Deb’s Feasibility Rule Ranking Distribution (distr_Deb)

import math

from pyxla import distr_Deb
from pyxla.util import load_data
from pyxla.sampling import HilbertCurveSampler

sphere_sample = {
    "name": "Sphere",
    "X": HilbertCurveSampler(sample_size=100, dim=1, l_bound=-5, u_bound=5, seed=42),
    "F": lambda x: x**2,
    "V": [lambda x: x**2 - 2, lambda x: 8 * math.sin(20 * x)]
}

deceptive_sample = {
    "name": "Deceptive",
    "X": HilbertCurveSampler(sample_size=100, dim=1, l_bound=0, u_bound=6),
    "F": lambda x: (0.4 * x - 2) ** 2 if x > 0.625 else (10 * x - 4) ** 2 - 2,
    "V": lambda x: ((0.4 * x - 2) ** 2 if x > 0.625 else (10 * x - 4) ** 2 - 2) - 1
}

load_data(sphere_sample)
load_data(deceptive_sample)

WARNING:root:The Hilbert curve with dimension 1 is just a number line. You are sampling around points on a number line.
WARNING:root:The Hilbert curve with dimension 1 is just a number line. You are sampling around points on a number line.

distr_Deb(sphere_sample)

({'Deb_min': 1,
  'Deb_max': 100,
  'Deb_mean': 50.5,
  'Deb_med': 50.5,
  'Deb_q1': 25.25,
  'Deb_q3': 75.75,
  'Deb_sd': 29.011491975882016,
  'Deb_skew': 0.0,
  'Deb_kurt': -1.2002400240024003},
 <seaborn.axisgrid.FacetGrid at 0x7f8c02a41f40>)
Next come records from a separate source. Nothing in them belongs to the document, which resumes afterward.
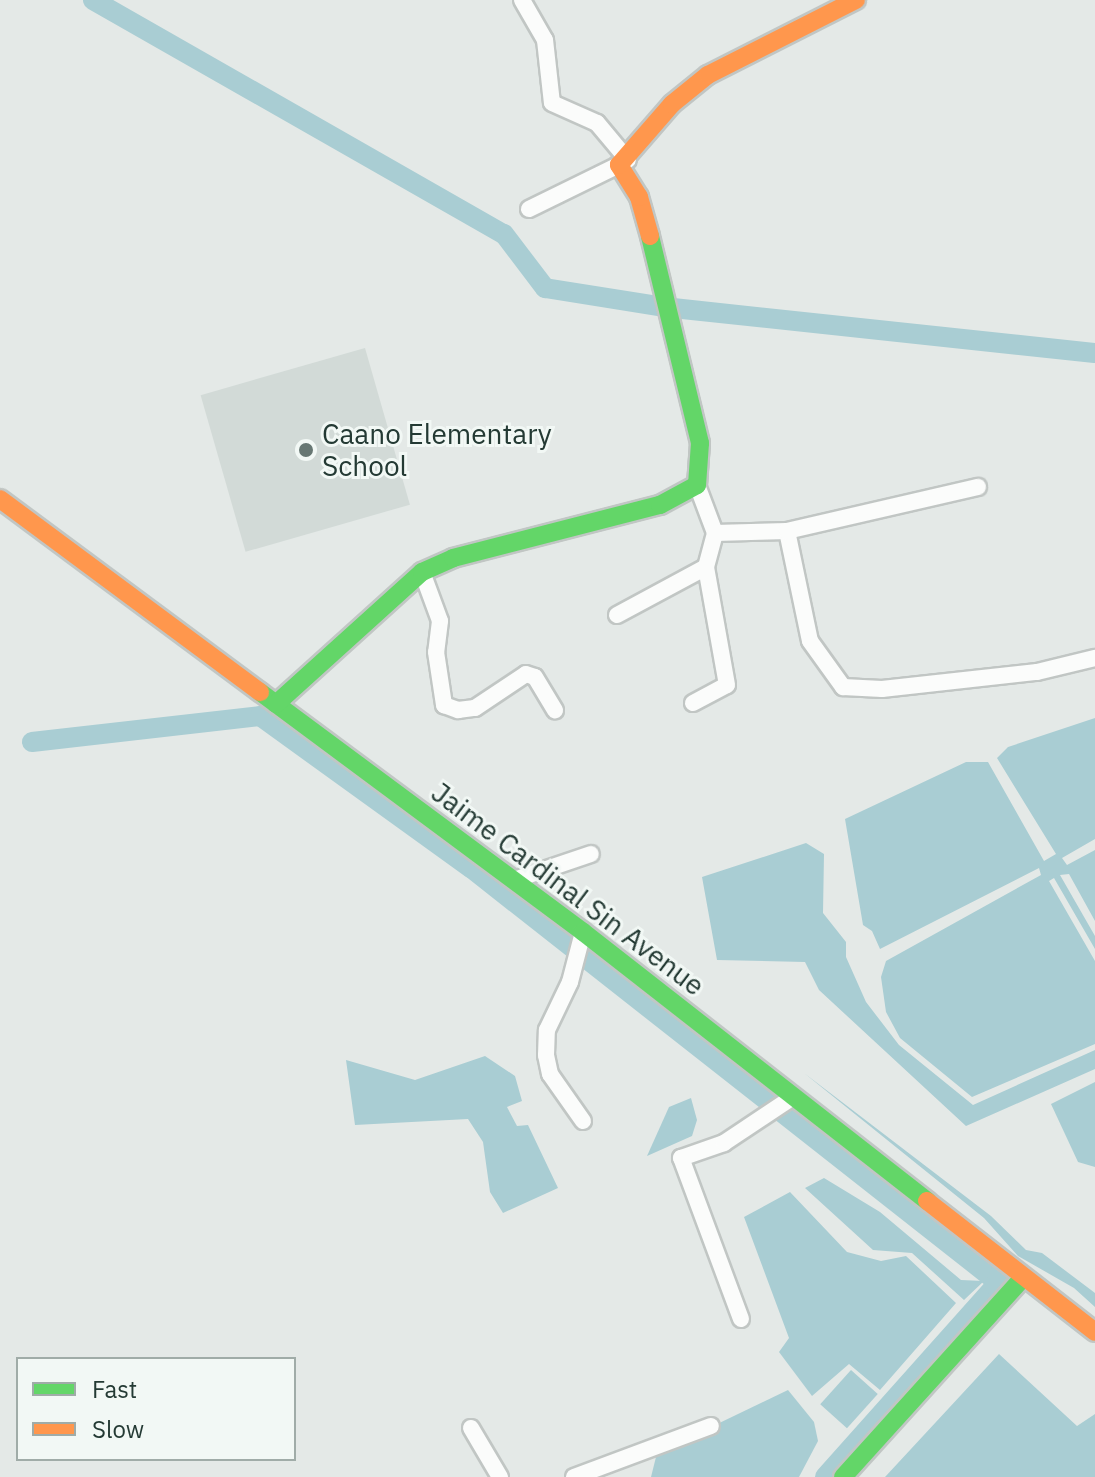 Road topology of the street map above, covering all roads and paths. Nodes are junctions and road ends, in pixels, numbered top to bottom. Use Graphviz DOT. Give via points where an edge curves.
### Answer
graph roads {
  1 [pos="522,0"];
  2 [pos="856,0"];
  3 [pos="623,163"];
  4 [pos="529,209"];
  5 [pos="697,485"];
  6 [pos="978,487"];
  7 [pos="0,499"];
  8 [pos="787,531"];
  9 [pos="715,533"];
  10 [pos="706,567"];
  11 [pos="422,572"];
  12 [pos="617,615"];
  13 [pos="1095,658"];
  14 [pos="693,703"];
  15 [pos="276,704"];
  16 [pos="555,710"];
  17 [pos="591,854"];
  18 [pos="514,880"];
  19 [pos="583,933"];
  20 [pos="793,1098"];
  21 [pos="583,1121"];
  22 [pos="1023,1278"];
  23 [pos="741,1319"];
  24 [pos="1095,1332"];
  25 [pos="711,1426"];
  26 [pos="471,1428"];
  27 [pos="500,1477"];
  28 [pos="574,1477"];
  29 [pos="843,1477"];
  1 -- 3 [label="street" via="545,40 552,103 597,123"];
  2 -- 3 [label="main road" via="708,75 672,104"];
  3 -- 4 [label="street"];
  3 -- 5 [label="main road" via="639,197 659,269 700,443"];
  5 -- 9 [label="street"];
  5 -- 11 [label="main road" via="660,505 453,558"];
  6 -- 8 [label="street"];
  7 -- 15 [label="main road, Jaime Cardinal Sin Avenue"];
  8 -- 9 [label="street"];
  8 -- 13 [label="street" via="810,641 843,687 882,689 1021,674"];
  9 -- 10 [label="street"];
  10 -- 12 [label="street"];
  10 -- 14 [label="street" via="727,685"];
  11 -- 15 [label="main road"];
  11 -- 16 [label="street" via="440,621 436,652 444,705 475,708 526,674 535,677"];
  15 -- 18 [label="main road, Jaime Cardinal Sin Avenue"];
  17 -- 18 [label="street"];
  18 -- 19 [label="main road, Jaime Cardinal Sin Avenue"];
  19 -- 20 [label="main road, Jaime Cardinal Sin Avenue"];
  19 -- 21 [label="street" via="570,982 547,1030 546,1055 550,1074"];
  20 -- 22 [label="main road, Jaime Cardinal Sin Avenue"];
  20 -- 23 [label="street" via="724,1143 681,1158"];
  22 -- 24 [label="main road, Jaime Cardinal Sin Avenue"];
  22 -- 29 [label="main road"];
  25 -- 28 [label="street"];
  26 -- 27 [label="street"];
}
distr_Deb(deceptive_sample)

({'Deb_min': 1,
  'Deb_max': 100,
  'Deb_mean': 50.5,
  'Deb_med': 50.5,
  'Deb_q1': 25.25,
  'Deb_q3': 75.75,
  'Deb_sd': 29.011491975882016,
  'Deb_skew': 0.0,
  'Deb_kurt': -1.2002400240024003},
 <seaborn.axisgrid.FacetGrid at 0x7f8c02a42000>)